§ TASK REQUIREMENTS
Where the word "roads" appears in a line below, copy the whole line.

[Collected data entries]
=== Begin Enclosure ===

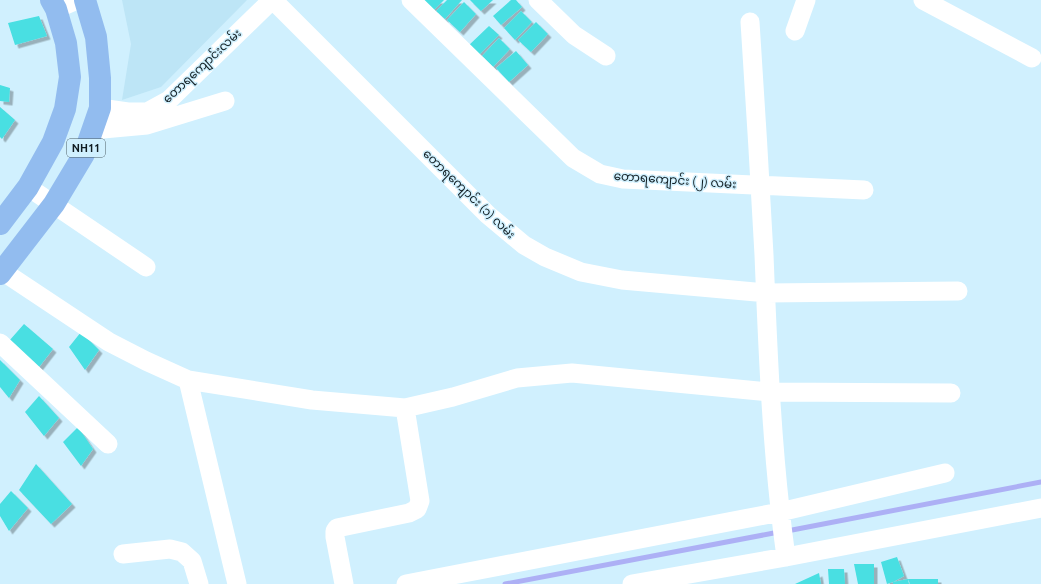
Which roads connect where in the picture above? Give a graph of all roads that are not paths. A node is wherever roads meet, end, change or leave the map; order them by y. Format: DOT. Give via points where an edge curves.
graph roads {
  1 [pos="77,0"];
  2 [pos="85,0"];
  3 [pos="272,0"];
  4 [pos="411,0"];
  5 [pos="538,0"];
  6 [pos="806,0"];
  7 [pos="923,0"];
  8 [pos="54,4"];
  9 [pos="750,22"];
  10 [pos="795,31"];
  11 [pos="606,56"];
  12 [pos="1032,58"];
  13 [pos="225,101"];
  14 [pos="100,108"];
  15 [pos="92,130"];
  16 [pos="761,185"];
  17 [pos="28,187"];
  18 [pos="864,190"];
  19 [pos="54,204"];
  20 [pos="0,224"];
  21 [pos="146,267"];
  22 [pos="1,272"];
  23 [pos="958,291"];
  24 [pos="766,293"];
  25 [pos="0,343"];
  26 [pos="188,380"];
  27 [pos="770,392"];
  28 [pos="951,393"];
  29 [pos="405,408"];
  30 [pos="108,444"];
  31 [pos="945,473"];
  32 [pos="1041,508"];
  33 [pos="780,512"];
  34 [pos="123,554"];
  35 [pos="786,557"];
  36 [pos="651,582"];
  37 [pos="199,584"];
  38 [pos="237,584"];
  39 [pos="344,584"];
  40 [pos="406,584"];
  41 [pos="632,584"];
  1 -- 8 [label="street"];
  2 -- 14 [label="highway, NH11" via="96,37"];
  3 -- 14 [label="street, တောရကျောင်းလမ်း" via="169,100 147,112"];
  3 -- 24 [label="street, တောရကျောင်း (၁) လမ်း" via="488,215 524,245 581,272 622,280"];
  4 -- 16 [label="street, တောရကျောင်း (၂) လမ်း" via="573,158 600,174 623,179"];
  5 -- 11 [label="street" via="574,35"];
  6 -- 10 [label="street"];
  7 -- 12 [label="street"];
  8 -- 17 [label="highway, NH11" via="66,43 70,77 65,109 52,142"];
  9 -- 16 [label="street"];
  13 -- 15 [label="street" via="147,125"];
  14 -- 15 [label="highway, NH11"];
  15 -- 19 [label="highway, NH11" via="84,154"];
  16 -- 18 [label="street, တောရကျောင်း (၂) လမ်း"];
  16 -- 24 [label="street"];
  17 -- 19 [label="street"];
  17 -- 20 [label="highway, NH11"];
  19 -- 21 [label="street"];
  19 -- 22 [label="highway, NH11"];
  22 -- 26 [label="street" via="109,342"];
  23 -- 24 [label="street, တောရကျောင်း (၁) လမ်း"];
  24 -- 27 [label="street"];
  25 -- 30 [label="street"];
  26 -- 29 [label="street" via="312,400"];
  26 -- 38 [label="street"];
  27 -- 28 [label="street"];
  27 -- 29 [label="street" via="572,373 517,378"];
  27 -- 33 [label="street"];
  29 -- 39 [label="street" via="420,502 417,509 409,513 337,528 335,537"];
  31 -- 33 [label="street"];
  32 -- 35 [label="street"];
  33 -- 35 [label="street"];
  33 -- 40 [label="street"];
  34 -- 37 [label="street" via="170,549 182,552 192,561"];
  35 -- 36 [label="street"];
  36 -- 41 [label="street"];
}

=== End Enclosure ===

§ RESPONSE BELOW
Which roads connect where in the picture above? Give a graph of all roads that are not paths. A node is wherever roads meet, end, change or leave the map; order them by y. Format: DOT. Give via points where an edge curves.
graph roads {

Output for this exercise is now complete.